Stored data entries
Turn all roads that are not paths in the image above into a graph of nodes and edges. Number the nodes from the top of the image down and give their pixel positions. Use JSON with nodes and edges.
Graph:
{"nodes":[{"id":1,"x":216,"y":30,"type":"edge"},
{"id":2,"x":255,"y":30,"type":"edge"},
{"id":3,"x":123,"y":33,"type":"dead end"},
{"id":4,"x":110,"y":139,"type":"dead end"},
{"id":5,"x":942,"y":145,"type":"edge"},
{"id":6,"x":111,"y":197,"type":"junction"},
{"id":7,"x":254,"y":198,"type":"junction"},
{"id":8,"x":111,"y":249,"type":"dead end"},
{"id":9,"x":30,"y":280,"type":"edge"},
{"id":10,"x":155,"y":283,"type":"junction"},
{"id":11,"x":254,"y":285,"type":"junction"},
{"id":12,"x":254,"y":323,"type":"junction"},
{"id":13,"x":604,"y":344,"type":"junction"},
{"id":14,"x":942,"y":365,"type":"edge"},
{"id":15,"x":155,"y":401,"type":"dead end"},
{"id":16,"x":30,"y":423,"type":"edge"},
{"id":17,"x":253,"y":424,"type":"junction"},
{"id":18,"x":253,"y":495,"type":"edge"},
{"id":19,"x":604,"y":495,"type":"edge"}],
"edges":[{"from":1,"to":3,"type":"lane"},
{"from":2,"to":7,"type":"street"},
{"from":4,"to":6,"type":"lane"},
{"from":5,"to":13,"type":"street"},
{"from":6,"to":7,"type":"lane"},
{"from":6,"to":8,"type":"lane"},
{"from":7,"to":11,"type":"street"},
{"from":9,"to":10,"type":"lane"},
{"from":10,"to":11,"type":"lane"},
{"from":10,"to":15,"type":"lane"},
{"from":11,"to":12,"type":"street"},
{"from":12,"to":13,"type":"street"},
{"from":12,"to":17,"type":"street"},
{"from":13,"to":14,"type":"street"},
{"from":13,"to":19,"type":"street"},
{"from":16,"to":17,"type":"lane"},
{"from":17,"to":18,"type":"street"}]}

:: EXERCISE OBJECTIVE ::
A single number is expected: how many lines of the data hold the string "dead".

:: YOUR SOLUTION ::
4